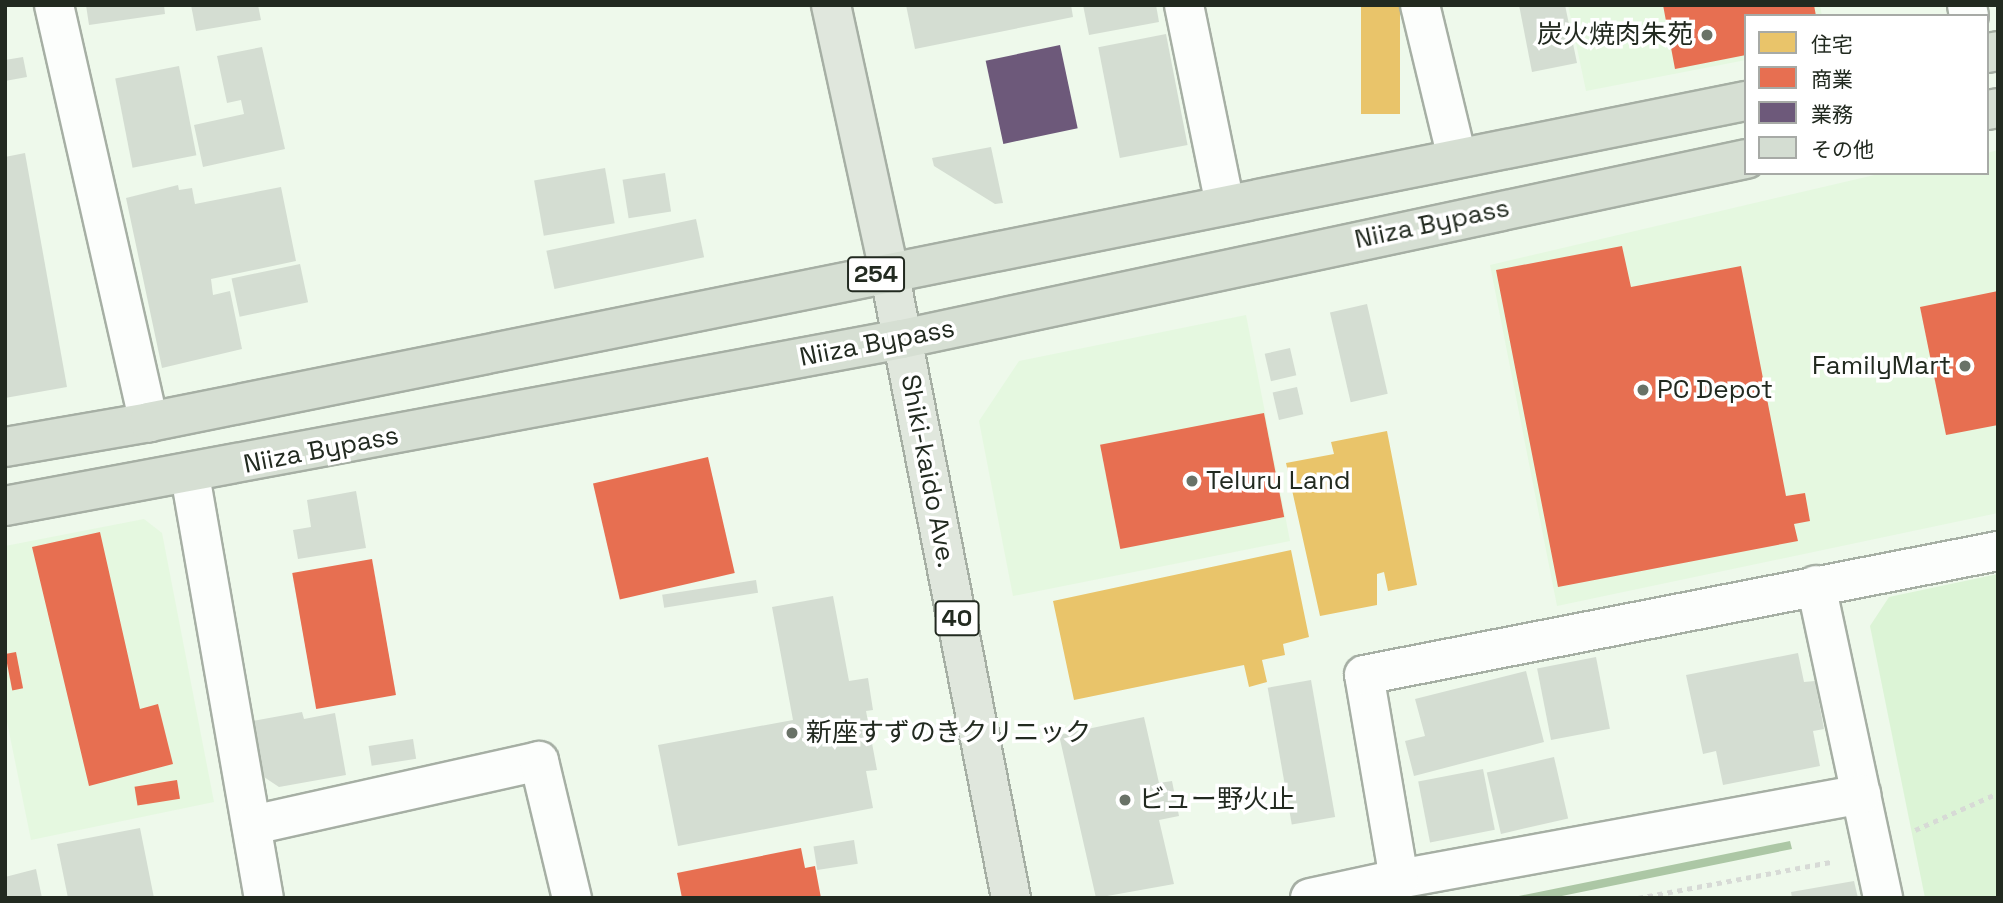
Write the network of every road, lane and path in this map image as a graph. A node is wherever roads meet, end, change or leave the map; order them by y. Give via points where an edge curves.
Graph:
1 (54, 5) edge
2 (831, 5) edge
3 (1184, 5) edge
4 (1420, 5) edge
5 (1744, 101) edge
6 (1457, 158) junction
7 (1744, 159) edge
8 (1225, 205) junction
9 (889, 271) junction
10 (902, 339) junction
11 (149, 422) junction
12 (5, 447) edge
13 (190, 475) junction
14 (5, 506) edge
15 (1998, 551) edge
16 (1816, 585) junction
17 (1998, 793) edge
18 (1861, 794) junction
19 (253, 825) junction
20 (1904, 833) dead end
21 (1873, 854) junction
22 (1398, 879) junction
23 (264, 898) edge
24 (572, 898) edge
25 (1011, 898) edge
26 (1310, 898) edge
27 (1638, 898) edge
28 (1883, 898) edge

1 - 11 street
2 - 9 main road, Shiki-kaido Ave. / 40
3 - 8 street
4 - 6 street
5 - 6 highway, 254
6 - 8 highway, 254
7 - 10 highway, Niiza Bypass
8 - 9 highway, 254
9 - 10 main road, Shiki-kaido Ave. / 40
9 - 11 highway, 254
10 - 13 highway, Niiza Bypass
10 - 25 main road, Shiki-kaido Ave. / 40
11 - 12 highway, 254
13 - 14 highway, Niiza Bypass
13 - 19 street
15 - 16 street
16 - 18 street
16 - 22 street via 1364,675
17 - 20 path
18 - 21 street
18 - 22 street
19 - 23 street
19 - 24 street via 539,761
21 - 27 path
21 - 28 street
22 - 26 street

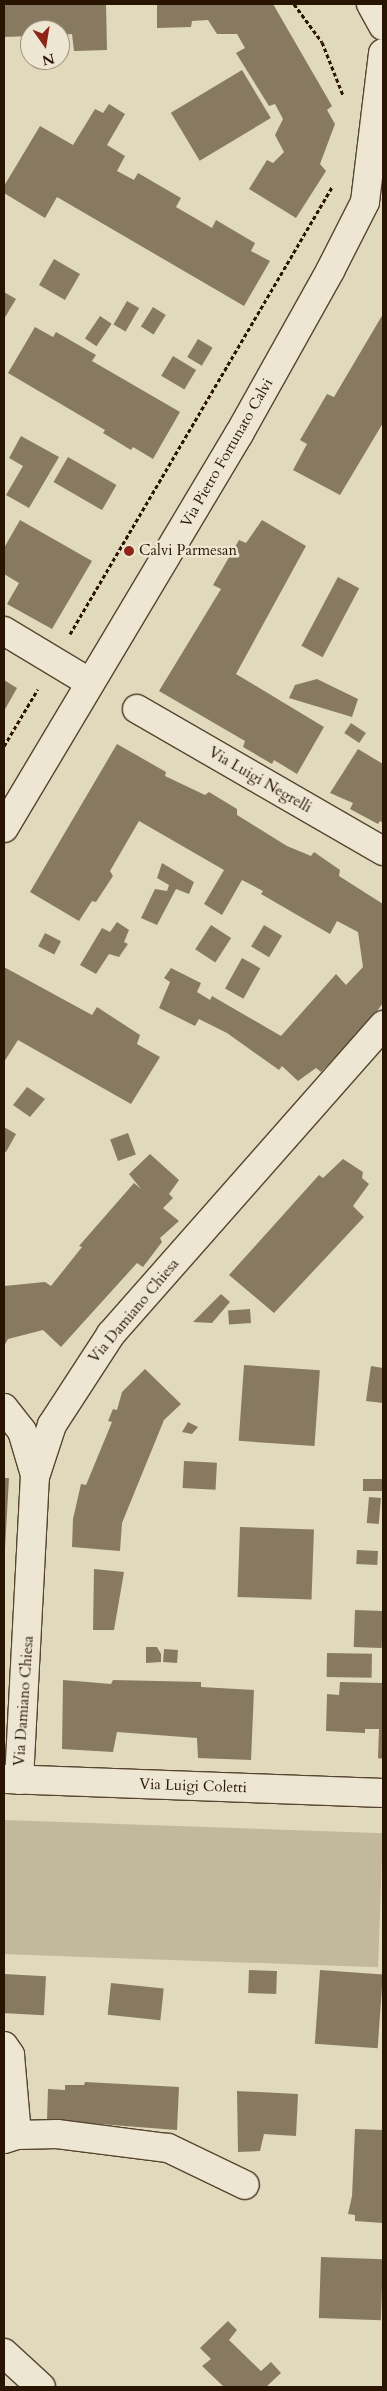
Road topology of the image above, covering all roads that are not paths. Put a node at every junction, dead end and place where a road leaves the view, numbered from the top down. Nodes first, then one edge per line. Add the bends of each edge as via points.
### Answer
• • • • •
The records need to be restated word for word, minus any images.

Write the network of every road, lane and path in this map image as a graph. A node is wherever roads meet, end, change or leave the map; order them by y. Give via points where an edge curves.
Graph:
1 (54, 5) edge
2 (831, 5) edge
3 (1184, 5) edge
4 (1420, 5) edge
5 (1744, 101) edge
6 (1457, 158) junction
7 (1744, 159) edge
8 (1225, 205) junction
9 (889, 271) junction
10 (902, 339) junction
11 (149, 422) junction
12 (5, 447) edge
13 (190, 475) junction
14 (5, 506) edge
15 (1998, 551) edge
16 (1816, 585) junction
17 (1998, 793) edge
18 (1861, 794) junction
19 (253, 825) junction
20 (1904, 833) dead end
21 (1873, 854) junction
22 (1398, 879) junction
23 (264, 898) edge
24 (572, 898) edge
25 (1011, 898) edge
26 (1310, 898) edge
27 (1638, 898) edge
28 (1883, 898) edge

1 - 11 street
2 - 9 main road, Shiki-kaido Ave. / 40
3 - 8 street
4 - 6 street
5 - 6 highway, 254
6 - 8 highway, 254
7 - 10 highway, Niiza Bypass
8 - 9 highway, 254
9 - 10 main road, Shiki-kaido Ave. / 40
9 - 11 highway, 254
10 - 13 highway, Niiza Bypass
10 - 25 main road, Shiki-kaido Ave. / 40
11 - 12 highway, 254
13 - 14 highway, Niiza Bypass
13 - 19 street
15 - 16 street
16 - 18 street
16 - 22 street via 1364,675
17 - 20 path
18 - 21 street
18 - 22 street
19 - 23 street
19 - 24 street via 539,761
21 - 27 path
21 - 28 street
22 - 26 street

Road topology of the image above, covering all roads that are not paths. Put a node at every junction, dead end and place where a road leaves the view, numbered from the top down. Nodes first, then one edge per line. Add the bends of each edge as via points.
### Answer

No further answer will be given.